◆ What is needed:
Every line from the line containing "middle mcp: (210, 130)" through the final line of the data is to be printed exactly; no other line is to appear.
[Opening Exercise data section]
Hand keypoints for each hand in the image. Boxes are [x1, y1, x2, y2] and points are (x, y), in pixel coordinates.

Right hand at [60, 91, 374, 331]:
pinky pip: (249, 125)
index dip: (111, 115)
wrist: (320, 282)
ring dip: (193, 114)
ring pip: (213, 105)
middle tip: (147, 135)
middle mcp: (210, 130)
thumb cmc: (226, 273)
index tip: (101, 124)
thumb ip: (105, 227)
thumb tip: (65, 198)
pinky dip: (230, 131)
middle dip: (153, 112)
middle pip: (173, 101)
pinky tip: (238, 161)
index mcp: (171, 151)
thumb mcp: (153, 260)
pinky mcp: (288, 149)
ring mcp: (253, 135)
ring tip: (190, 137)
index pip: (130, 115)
[Closing Exercise data section]
◆ Response:
middle mcp: (210, 130)
thumb cmc: (226, 273)
index tip: (101, 124)
thumb ip: (105, 227)
thumb tip: (65, 198)
pinky dip: (230, 131)
middle dip: (153, 112)
middle pip: (173, 101)
pinky tip: (238, 161)
index mcp: (171, 151)
thumb mcp: (153, 260)
pinky mcp: (288, 149)
ring mcp: (253, 135)
ring tip: (190, 137)
index pip: (130, 115)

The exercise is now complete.